What we were doing there was almost taken out of a book of great American cliches: father and son traveling across the old country to look for the origins of the family name. Only, as native Chileans the old country for us means not Ireland or England, but Spain. According to my father’s research, our last name comes from a place located in the region of Asturias in northern Spain, a town called Cabañaquinta, the capital of Aller county. A small and eerie mining settlement up in the misty mountains of Asturias, Cabañaquinta wasn’t really anything to write home about, its only road engulfed by the humid, green environs that to us felt like a most welcome change of scenery after the torrid landscapes of Andalucía in the south.
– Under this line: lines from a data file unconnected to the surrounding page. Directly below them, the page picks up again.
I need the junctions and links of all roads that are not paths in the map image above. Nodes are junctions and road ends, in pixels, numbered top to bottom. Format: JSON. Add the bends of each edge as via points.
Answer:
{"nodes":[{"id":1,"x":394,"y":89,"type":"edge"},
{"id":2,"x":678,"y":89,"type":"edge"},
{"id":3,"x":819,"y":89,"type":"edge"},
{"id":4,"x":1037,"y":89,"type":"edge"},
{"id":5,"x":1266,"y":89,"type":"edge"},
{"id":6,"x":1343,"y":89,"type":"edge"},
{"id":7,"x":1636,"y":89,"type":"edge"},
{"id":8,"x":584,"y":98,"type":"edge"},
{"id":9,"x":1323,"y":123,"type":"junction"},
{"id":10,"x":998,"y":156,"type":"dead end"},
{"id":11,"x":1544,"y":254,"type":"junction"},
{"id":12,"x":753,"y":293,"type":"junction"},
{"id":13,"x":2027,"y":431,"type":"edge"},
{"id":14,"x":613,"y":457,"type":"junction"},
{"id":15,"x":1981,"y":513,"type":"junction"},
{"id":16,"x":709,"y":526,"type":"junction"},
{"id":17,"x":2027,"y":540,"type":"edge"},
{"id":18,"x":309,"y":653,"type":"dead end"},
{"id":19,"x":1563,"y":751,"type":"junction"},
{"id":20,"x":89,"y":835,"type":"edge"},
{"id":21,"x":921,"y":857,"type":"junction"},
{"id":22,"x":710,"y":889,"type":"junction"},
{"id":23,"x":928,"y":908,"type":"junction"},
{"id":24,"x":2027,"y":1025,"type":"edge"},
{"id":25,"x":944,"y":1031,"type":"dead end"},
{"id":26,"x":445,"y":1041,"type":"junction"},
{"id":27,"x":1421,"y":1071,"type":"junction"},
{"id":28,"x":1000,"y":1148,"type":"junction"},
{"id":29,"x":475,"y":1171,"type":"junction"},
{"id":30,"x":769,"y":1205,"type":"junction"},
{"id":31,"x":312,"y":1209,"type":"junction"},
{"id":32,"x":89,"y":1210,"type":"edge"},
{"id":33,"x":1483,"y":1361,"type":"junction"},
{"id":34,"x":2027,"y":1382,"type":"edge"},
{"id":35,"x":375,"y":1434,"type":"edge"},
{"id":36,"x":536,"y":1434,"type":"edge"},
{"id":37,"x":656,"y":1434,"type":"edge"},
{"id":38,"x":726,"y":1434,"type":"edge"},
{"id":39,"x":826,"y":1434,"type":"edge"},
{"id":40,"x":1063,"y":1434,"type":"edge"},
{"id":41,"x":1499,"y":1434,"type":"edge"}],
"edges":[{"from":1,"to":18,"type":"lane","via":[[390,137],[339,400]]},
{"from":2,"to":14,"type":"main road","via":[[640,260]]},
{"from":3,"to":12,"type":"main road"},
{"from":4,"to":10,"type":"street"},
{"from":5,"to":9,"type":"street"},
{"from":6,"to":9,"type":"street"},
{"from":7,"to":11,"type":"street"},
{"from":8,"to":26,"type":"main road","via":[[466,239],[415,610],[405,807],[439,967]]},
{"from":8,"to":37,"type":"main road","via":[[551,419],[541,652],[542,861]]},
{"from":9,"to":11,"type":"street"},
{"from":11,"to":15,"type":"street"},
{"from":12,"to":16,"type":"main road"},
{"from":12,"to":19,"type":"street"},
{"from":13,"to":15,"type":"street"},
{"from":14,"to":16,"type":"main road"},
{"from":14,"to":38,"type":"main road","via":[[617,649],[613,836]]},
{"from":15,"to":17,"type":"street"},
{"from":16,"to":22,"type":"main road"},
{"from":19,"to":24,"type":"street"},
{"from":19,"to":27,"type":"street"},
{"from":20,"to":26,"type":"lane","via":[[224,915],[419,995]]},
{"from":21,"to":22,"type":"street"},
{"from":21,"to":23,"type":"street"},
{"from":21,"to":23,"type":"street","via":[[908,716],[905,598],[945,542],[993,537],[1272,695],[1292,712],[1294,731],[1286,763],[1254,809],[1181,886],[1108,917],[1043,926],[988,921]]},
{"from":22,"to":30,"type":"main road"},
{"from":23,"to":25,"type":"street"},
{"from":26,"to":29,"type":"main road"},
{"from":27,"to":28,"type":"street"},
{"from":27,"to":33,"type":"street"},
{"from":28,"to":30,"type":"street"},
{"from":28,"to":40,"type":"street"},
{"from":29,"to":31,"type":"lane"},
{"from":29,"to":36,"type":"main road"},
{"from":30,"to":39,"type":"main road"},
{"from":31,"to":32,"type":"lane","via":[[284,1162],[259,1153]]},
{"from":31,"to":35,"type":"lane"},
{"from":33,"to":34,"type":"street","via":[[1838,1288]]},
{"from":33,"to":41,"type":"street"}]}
We immediately located some sort of civil registry (‘City Hall’ would be a bit of a stretch for the tiny office) where we inquired about records of family names from the area. The clerk looked at us unimpressed from behind the glass, even though I am quite certain a visit by two people coming all the way from Chile must have been the most exciting thing that happened to him that day. Still, he was as unhelpful as he was perplexed by our inquiry, which resulted in zero findings of the last name Lobo.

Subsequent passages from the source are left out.